Clearly, the aforegoing would appear to refute any claim that either the composition or processing of Mycalex was considered by plaintiff to be shrouded in secrecy. The plaintiff, however, says, in effect, that the disclosure which we have just quoted is of a much more general character than the *424 disclosures, abuse of which plaintiff claims occurred on the part of the defendants. Plaintiff claims that it was only through the knowledge acquired by the defendants during the visits of the latter's representatives to plaintiff's plant, with respect to formulas involving gradation in temperatures, length of the heating and cooling periods, etc., that defendants were enabled to produce, with their own frit, a commercially successful glass-bonded mica electrical insulating material. However, we do not find that the plaintiff is supported in this claim by the weight of the credible evidence. In the first place, there is a flat denial on the part of the defendants which has not been successfully contradicted, that at any time did defendants' representatives who visited plaintiff's plant, apply any formula there learned to the production of any commercial glass-bonded mica electrical insulating material. The weight of the credible evidence indicates that there was no incentive for the defendants to do so, because it appears that defendants already possessed or could readily acquire, full knowledge of the necessary formulas for making a commercially successful product, by reason of the fact that its director of research had been employed for a number of years by the General Electric Company in connection with the production of the same kind of material; and also, by reason of the fact that the defendants, just as the trade in general, had for many years past had access to numerous patents, and scientific and trade publications relating to the same subject.

Plaintiff stresses the fact that defendants never commenced to manufacture glass-bonded mica electrical insulating material for commercial use until after the visits made by their representatives to plaintiff's plant, from which they would have us draw the conclusion that defendants could not have started such manufacture at an earlier date because then, for the first time, they obtained the requisite "know-how" from the plaintiff. We are satisfied that any such inference as might prima facie be drawn is completely rebutted by the intervention of the War, which created opportunities not previously existing for the defendants to extend their production into a most natural field, namely, instead of confining their production to the so-called "raw material" or frit, to extend it to the production of the finished product itself.
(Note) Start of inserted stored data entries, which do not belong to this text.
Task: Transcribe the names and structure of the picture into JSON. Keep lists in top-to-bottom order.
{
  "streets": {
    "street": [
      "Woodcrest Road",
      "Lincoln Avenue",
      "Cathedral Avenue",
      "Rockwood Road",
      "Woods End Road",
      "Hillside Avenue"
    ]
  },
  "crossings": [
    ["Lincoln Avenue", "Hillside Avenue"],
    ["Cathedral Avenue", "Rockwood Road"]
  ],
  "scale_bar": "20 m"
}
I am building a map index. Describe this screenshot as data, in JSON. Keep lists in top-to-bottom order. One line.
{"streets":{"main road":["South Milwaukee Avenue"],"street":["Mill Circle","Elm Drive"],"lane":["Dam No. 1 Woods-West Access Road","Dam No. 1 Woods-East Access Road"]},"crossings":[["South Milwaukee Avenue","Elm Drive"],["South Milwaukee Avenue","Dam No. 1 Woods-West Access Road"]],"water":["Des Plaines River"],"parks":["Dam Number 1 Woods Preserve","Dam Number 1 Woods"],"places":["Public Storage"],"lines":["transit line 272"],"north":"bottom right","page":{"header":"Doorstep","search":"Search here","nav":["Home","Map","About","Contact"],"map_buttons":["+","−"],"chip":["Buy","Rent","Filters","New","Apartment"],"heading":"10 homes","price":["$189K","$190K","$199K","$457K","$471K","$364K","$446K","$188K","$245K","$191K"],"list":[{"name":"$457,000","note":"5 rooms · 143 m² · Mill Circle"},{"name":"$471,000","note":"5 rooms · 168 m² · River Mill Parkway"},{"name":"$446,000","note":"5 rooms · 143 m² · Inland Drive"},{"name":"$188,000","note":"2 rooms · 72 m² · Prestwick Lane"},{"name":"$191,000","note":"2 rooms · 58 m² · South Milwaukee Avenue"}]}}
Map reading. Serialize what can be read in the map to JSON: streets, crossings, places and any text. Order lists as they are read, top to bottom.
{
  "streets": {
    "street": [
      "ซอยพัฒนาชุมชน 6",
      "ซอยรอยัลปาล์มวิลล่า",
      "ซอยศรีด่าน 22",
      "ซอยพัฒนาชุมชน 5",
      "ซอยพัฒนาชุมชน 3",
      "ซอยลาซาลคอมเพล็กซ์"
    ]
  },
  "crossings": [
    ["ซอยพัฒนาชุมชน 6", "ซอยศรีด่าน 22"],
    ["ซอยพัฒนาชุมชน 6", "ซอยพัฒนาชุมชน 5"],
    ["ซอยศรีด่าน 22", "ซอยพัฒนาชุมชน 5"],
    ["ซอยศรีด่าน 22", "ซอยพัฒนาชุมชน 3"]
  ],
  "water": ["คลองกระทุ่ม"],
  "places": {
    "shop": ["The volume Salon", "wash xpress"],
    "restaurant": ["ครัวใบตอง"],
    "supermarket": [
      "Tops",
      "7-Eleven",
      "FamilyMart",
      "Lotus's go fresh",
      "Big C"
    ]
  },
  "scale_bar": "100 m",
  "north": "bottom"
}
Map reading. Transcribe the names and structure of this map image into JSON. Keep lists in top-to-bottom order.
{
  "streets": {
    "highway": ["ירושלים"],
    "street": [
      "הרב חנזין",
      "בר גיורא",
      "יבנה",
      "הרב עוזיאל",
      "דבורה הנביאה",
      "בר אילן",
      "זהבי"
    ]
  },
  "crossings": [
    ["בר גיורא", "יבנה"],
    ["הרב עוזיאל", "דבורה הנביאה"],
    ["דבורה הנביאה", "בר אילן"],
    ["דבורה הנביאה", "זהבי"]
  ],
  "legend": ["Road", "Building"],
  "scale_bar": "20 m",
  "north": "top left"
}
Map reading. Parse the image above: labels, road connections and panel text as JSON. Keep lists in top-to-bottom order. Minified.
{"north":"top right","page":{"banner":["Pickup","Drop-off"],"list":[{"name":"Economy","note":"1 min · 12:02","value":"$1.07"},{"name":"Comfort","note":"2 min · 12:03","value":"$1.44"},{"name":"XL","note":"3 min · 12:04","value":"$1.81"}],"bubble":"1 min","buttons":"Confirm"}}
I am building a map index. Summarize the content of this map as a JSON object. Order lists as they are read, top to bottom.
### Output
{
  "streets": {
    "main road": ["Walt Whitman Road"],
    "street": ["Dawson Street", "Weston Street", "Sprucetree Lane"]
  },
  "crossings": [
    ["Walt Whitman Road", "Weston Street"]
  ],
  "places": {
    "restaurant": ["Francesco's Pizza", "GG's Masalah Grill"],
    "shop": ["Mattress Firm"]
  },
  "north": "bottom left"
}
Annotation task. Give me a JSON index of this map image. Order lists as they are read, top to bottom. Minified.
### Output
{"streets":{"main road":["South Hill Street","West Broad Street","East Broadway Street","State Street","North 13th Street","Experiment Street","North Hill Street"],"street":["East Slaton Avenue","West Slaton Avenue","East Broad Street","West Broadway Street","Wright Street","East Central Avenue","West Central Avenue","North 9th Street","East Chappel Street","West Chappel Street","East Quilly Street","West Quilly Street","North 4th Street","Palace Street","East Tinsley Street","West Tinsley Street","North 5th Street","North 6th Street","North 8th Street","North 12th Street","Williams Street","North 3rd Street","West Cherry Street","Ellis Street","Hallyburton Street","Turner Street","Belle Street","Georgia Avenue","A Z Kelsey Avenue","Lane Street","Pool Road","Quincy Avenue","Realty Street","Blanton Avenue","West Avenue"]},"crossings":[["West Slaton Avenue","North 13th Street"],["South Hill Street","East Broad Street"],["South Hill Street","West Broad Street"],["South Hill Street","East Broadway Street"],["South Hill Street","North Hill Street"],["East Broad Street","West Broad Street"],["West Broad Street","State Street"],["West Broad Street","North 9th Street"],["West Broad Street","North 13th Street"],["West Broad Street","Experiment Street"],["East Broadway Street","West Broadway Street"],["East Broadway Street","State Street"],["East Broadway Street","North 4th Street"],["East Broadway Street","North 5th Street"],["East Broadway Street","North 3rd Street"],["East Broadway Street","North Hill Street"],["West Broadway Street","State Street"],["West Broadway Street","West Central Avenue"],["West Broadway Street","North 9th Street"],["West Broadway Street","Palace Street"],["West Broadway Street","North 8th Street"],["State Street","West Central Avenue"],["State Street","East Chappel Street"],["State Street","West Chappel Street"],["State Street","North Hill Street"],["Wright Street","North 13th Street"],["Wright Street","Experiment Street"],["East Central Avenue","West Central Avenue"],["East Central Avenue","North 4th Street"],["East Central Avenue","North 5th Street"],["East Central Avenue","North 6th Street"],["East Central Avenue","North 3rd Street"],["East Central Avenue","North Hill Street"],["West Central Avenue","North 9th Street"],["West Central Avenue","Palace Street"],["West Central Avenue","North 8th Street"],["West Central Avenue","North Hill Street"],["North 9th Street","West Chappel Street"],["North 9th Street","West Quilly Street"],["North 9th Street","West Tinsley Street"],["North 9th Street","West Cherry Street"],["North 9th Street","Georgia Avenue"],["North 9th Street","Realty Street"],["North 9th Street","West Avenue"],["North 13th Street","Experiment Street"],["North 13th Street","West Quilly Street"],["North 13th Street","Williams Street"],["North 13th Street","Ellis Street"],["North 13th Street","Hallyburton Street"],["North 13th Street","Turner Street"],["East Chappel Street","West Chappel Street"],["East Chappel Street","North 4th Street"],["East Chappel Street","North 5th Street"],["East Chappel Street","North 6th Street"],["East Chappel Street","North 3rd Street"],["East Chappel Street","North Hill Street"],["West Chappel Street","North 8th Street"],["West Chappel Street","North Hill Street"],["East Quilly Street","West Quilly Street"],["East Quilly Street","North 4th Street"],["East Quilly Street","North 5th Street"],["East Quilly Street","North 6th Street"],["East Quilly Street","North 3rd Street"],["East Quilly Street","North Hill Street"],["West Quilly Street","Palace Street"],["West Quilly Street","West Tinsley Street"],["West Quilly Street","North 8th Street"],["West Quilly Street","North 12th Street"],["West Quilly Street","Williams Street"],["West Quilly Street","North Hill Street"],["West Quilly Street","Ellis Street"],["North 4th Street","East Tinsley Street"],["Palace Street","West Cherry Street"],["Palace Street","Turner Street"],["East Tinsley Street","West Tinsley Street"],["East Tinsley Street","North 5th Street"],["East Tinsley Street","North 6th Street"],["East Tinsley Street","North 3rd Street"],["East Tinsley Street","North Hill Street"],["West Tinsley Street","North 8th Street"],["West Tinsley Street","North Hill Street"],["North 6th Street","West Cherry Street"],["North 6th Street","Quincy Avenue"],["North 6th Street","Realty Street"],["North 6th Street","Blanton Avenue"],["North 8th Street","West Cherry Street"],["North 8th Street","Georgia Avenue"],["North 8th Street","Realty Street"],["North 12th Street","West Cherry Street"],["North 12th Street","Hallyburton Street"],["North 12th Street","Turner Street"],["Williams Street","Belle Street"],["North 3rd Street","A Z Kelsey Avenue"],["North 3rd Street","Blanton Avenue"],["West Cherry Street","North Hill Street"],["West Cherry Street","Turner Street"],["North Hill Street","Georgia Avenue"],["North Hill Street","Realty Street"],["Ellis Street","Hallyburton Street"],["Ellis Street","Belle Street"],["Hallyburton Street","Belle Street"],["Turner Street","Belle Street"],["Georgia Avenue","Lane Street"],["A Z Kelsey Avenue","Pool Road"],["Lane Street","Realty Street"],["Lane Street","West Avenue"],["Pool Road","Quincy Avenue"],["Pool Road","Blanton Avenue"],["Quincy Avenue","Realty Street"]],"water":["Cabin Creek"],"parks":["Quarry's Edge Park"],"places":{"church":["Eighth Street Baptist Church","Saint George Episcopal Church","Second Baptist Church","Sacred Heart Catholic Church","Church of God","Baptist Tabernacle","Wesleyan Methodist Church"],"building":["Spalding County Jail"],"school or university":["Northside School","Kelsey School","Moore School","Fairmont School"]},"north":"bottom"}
Faced with this evidence, in the course of the trial plaintiff appears to have shifted its ground by claiming that even though the defendants may be found to have obtained, through the General Electric Company, substantially the same information disclosed to them subsequently by the plaintiff, nevertheless, this was no justification for their commercial use of such information, in competition with plaintiff, because if a trade secret is learned from a third person with notice of the fact that it was a secret and that such third person has himself discovered it by improper means, or his disclosure of it was otherwise a breach of duty on his part, such prior violation could not justify a violation on defendants' part.

It is true that one who learns another's trade secret from a third person without notice that it is secret and that the third person's disclosure is a breach of his duty to the other, or who learns the secret through a mistake without notice of the secrecy and the mistake, while not liable to the other for a disclosure or use of the secret prior to receipt of such notice, is, nevertheless, liable to the other for a disclosure or use of the secret after the receipt of such notice, unless prior thereto, he has in good faith paid value for the secret or has so changed his position that to subject him to liability would be inequitable. Restatement of the Law of Torts, Sec. 758. However, we find the facts in the present case give no basis for the application of this principle, because there is no ground for saying that what knowledge defendants acquired from the General Electric Company or any other company, had been discovered by such company by improper means, or had been improperly used.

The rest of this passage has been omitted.